_Work task_
Repeat every record word for word and omit the images.

_Excerpted data_
↓

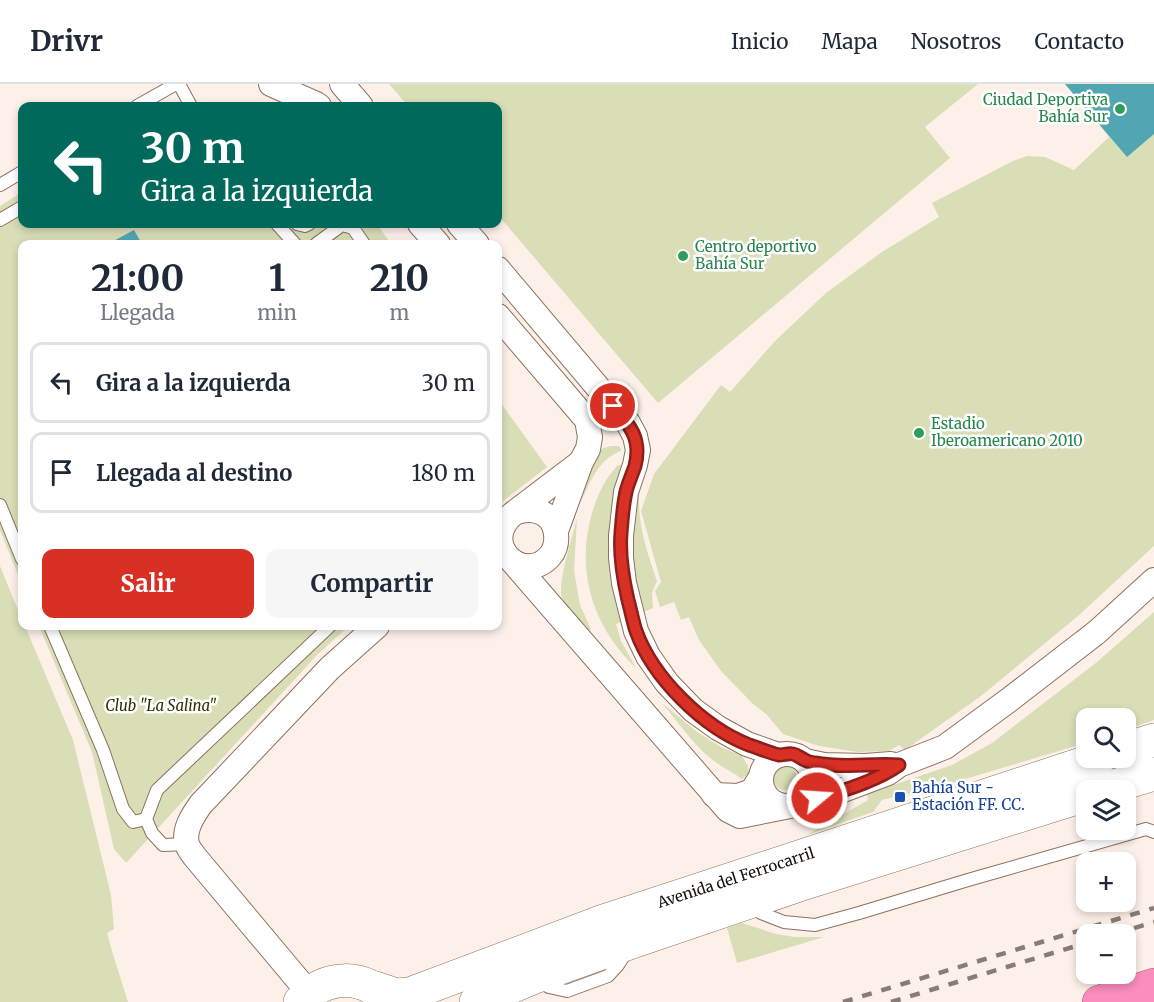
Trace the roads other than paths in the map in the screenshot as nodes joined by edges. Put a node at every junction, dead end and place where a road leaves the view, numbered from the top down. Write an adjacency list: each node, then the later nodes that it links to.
1 (177, 84): 4 (lane); 5 (lane)
2 (271, 84): 6 (street)
3 (342, 84): 7 (street)
4 (144, 102)
5 (188, 102)
6 (312, 102)
7 (358, 102)
8 (18, 174): 9 (lane)
9 (0, 185)
10 (18, 209): 11 (lane)
11 (0, 220)
12 (281, 228): 16 (lane)
13 (338, 228): 17 (lane)
14 (424, 228): 18 (street)
15 (463, 228): 19 (street)
16 (291, 240)
17 (321, 240)
18 (434, 240)
19 (473, 240)
20 (502, 274): 35 (street)
21 (502, 321): 22 (street)
22 (581, 462): 24 (street); 25 (street)
23 (0, 505): 26 (lane)
24 (506, 519): 25 (street)
25 (555, 541): 27 (street); 29 (street)
26 (18, 549)
27 (505, 556): 29 (street)
28 (1154, 580): 37 (street)
29 (564, 621): 42 (street)
30 (52, 630): 45 (lane)
31 (326, 630): 45 (lane)
32 (373, 630): 47 (street)
33 (1154, 740): 34 (street)
34 (1136, 746)
35 (778, 755): 36 (street); 40 (street)
36 (805, 761): 37 (street); 44 (street)
37 (899, 765): 44 (street)
38 (1076, 766): 50 (street, Avenida del Ferrocarril)
39 (1154, 774): 41 (street)
40 (760, 777): 42 (street); 44 (street)
41 (1134, 780)
42 (714, 795): 44 (street)
43 (1076, 798): 48 (street, Avenida del Ferrocarril)
44 (794, 805)
45 (146, 819): 47 (lane)
46 (1151, 828): 48 (lane)
47 (187, 844): 51 (street)
48 (746, 903): 52 (street, Avenida del Ferrocarril)
49 (1154, 985): 53 (highway)
50 (382, 995): 51 (street, Avenida del Ferrocarril)
51 (304, 997)
52 (476, 1002)
53 (1099, 1002)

↑

_Exercise solution_
Trace the roads other than paths in the map in the screenshot as nodes joined by edges. Put a node at every junction, dead end and place where a road leaves the view, numbered from the top down. Write an adjacency list: each node, then the later nodes that it links to.
1 (177, 84): 4 (lane); 5 (lane)
2 (271, 84): 6 (street)
3 (342, 84): 7 (street)
4 (144, 102)
5 (188, 102)
6 (312, 102)
7 (358, 102)
8 (18, 174): 9 (lane)
9 (0, 185)
10 (18, 209): 11 (lane)
11 (0, 220)
12 (281, 228): 16 (lane)
13 (338, 228): 17 (lane)
14 (424, 228): 18 (street)
15 (463, 228): 19 (street)
16 (291, 240)
17 (321, 240)
18 (434, 240)
19 (473, 240)
20 (502, 274): 35 (street)
21 (502, 321): 22 (street)
22 (581, 462): 24 (street); 25 (street)
23 (0, 505): 26 (lane)
24 (506, 519): 25 (street)
25 (555, 541): 27 (street); 29 (street)
26 (18, 549)
27 (505, 556): 29 (street)
28 (1154, 580): 37 (street)
29 (564, 621): 42 (street)
30 (52, 630): 45 (lane)
31 (326, 630): 45 (lane)
32 (373, 630): 47 (street)
33 (1154, 740): 34 (street)
34 (1136, 746)
35 (778, 755): 36 (street); 40 (street)
36 (805, 761): 37 (street); 44 (street)
37 (899, 765): 44 (street)
38 (1076, 766): 50 (street, Avenida del Ferrocarril)
39 (1154, 774): 41 (street)
40 (760, 777): 42 (street); 44 (street)
41 (1134, 780)
42 (714, 795): 44 (street)
43 (1076, 798): 48 (street, Avenida del Ferrocarril)
44 (794, 805)
45 (146, 819): 47 (lane)
46 (1151, 828): 48 (lane)
47 (187, 844): 51 (street)
48 (746, 903): 52 (street, Avenida del Ferrocarril)
49 (1154, 985): 53 (highway)
50 (382, 995): 51 (street, Avenida del Ferrocarril)
51 (304, 997)
52 (476, 1002)
53 (1099, 1002)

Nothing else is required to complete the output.